The
motor car was driven by Tom Butterworth and in it sat his daughter Clara
with her husband Hugh McVey. During the week before, Tom had brought the
car from Cleveland, and the mechanic who rode with him had taught him the
art of driving. Now he drove alone and boldly. Early in the evening he had
run out to the farmhouse to take his daughter and son-in-law for their
first ride. Hugh sat in the seat beside him and after they had started and
were clear of the town, Tom turned to him. "Now watch me step on her tail,"

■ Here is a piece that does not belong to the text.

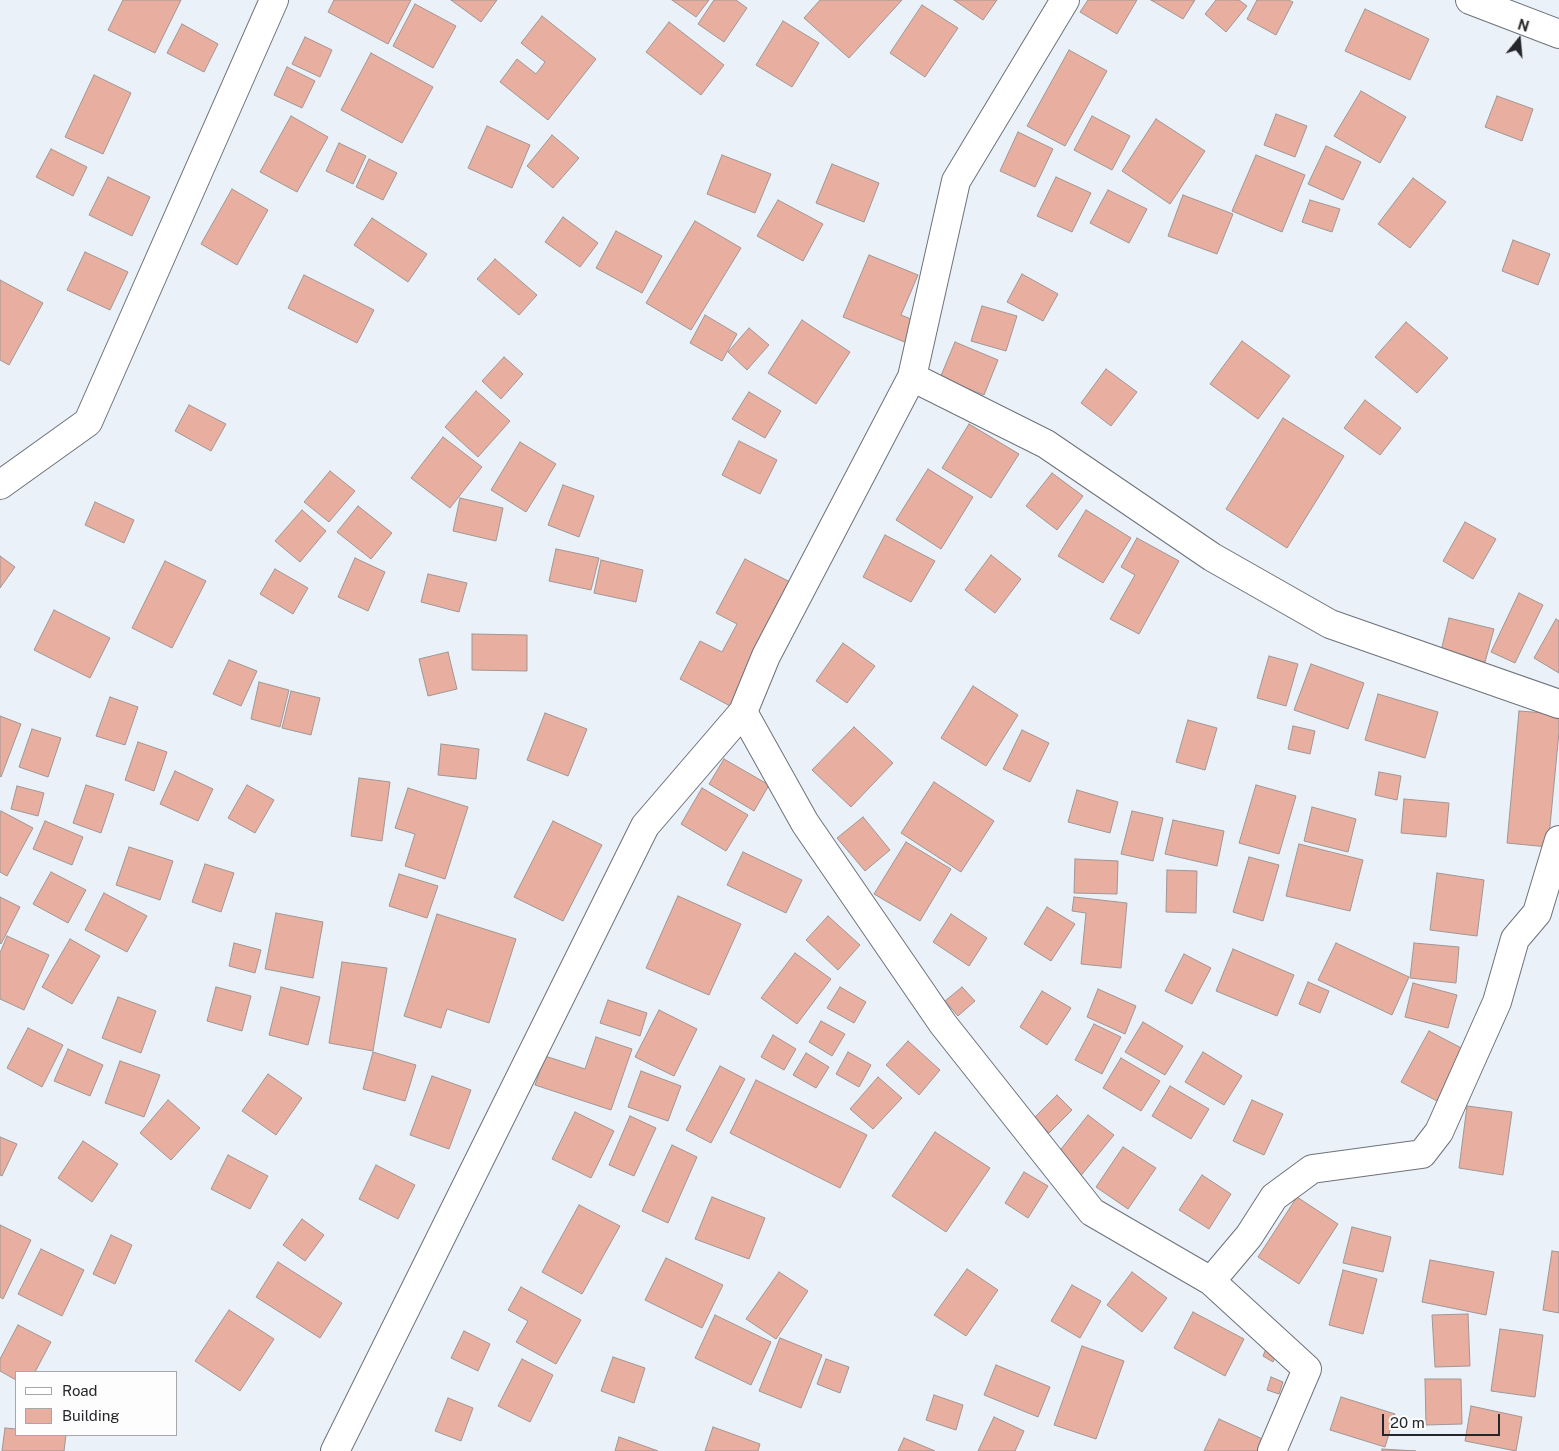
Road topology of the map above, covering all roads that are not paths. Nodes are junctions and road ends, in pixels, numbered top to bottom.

he said proudly, using for the first time the motor slang he had picked up
from the Cleveland mechanic.
As Tom sent the car hurling over the roads, Clara sat alone in the back
seat unimpressed by her father's new acquisition. For three years she
had been married and she felt that she did not yet know the man she had
married. Always the story had been the same, moments of light and then
darkness again. A new machine that went along roads at a startlingly
increased rate of speed might change the whole face of the world, as her
father declared it would, but it did not change certain facts of her life.
"Am I a failure as a wife, or is Hugh impossible as a husband?" she asked
herself for perhaps the thousandth time as the car, having got into a long
stretch of clear, straight road, seemed to leap and sail through the air
like a bird. "At any rate I have married me a husband and yet I have no
husband, I have been in a man's arms but I have no lover, I have taken hold
of life, but life has slipped through my fingers.